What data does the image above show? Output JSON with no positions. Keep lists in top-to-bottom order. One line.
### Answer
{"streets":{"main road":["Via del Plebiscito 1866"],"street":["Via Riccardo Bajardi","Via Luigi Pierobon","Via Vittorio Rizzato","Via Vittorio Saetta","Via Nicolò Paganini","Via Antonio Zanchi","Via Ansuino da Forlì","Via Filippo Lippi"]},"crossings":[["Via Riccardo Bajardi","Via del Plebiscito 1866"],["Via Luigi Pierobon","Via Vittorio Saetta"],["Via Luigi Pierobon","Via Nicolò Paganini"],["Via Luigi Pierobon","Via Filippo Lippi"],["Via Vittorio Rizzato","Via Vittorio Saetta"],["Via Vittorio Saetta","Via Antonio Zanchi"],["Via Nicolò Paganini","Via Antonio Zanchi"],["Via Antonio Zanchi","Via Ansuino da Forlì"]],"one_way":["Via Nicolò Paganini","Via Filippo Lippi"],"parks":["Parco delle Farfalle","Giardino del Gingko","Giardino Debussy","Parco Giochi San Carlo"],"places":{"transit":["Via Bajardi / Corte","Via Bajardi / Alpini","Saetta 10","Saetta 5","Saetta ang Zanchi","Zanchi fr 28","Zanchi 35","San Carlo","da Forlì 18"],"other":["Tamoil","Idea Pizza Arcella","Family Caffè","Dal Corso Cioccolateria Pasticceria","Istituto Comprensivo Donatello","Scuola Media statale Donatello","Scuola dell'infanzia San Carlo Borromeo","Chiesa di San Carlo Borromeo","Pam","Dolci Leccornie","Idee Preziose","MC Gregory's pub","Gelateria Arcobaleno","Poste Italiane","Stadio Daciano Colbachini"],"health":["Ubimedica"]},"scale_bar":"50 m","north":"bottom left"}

▶ **TRY IT**
The whole listing above is to be copied exactly.

▶ **RESULT**
What data does the image above show? Output JSON with no positions. Keep lists in top-to-bottom order. One line.
### Answer
{"streets":{"main road":["Via del Plebiscito 1866"],"street":["Via Riccardo Bajardi","Via Luigi Pierobon","Via Vittorio Rizzato","Via Vittorio Saetta","Via Nicolò Paganini","Via Antonio Zanchi","Via Ansuino da Forlì","Via Filippo Lippi"]},"crossings":[["Via Riccardo Bajardi","Via del Plebiscito 1866"],["Via Luigi Pierobon","Via Vittorio Saetta"],["Via Luigi Pierobon","Via Nicolò Paganini"],["Via Luigi Pierobon","Via Filippo Lippi"],["Via Vittorio Rizzato","Via Vittorio Saetta"],["Via Vittorio Saetta","Via Antonio Zanchi"],["Via Nicolò Paganini","Via Antonio Zanchi"],["Via Antonio Zanchi","Via Ansuino da Forlì"]],"one_way":["Via Nicolò Paganini","Via Filippo Lippi"],"parks":["Parco delle Farfalle","Giardino del Gingko","Giardino Debussy","Parco Giochi San Carlo"],"places":{"transit":["Via Bajardi / Corte","Via Bajardi / Alpini","Saetta 10","Saetta 5","Saetta ang Zanchi","Zanchi fr 28","Zanchi 35","San Carlo","da Forlì 18"],"other":["Tamoil","Idea Pizza Arcella","Family Caffè","Dal Corso Cioccolateria Pasticceria","Istituto Comprensivo Donatello","Scuola Media statale Donatello","Scuola dell'infanzia San Carlo Borromeo","Chiesa di San Carlo Borromeo","Pam","Dolci Leccornie","Idee Preziose","MC Gregory's pub","Gelateria Arcobaleno","Poste Italiane","Stadio Daciano Colbachini"],"health":["Ubimedica"]},"scale_bar":"50 m","north":"bottom left"}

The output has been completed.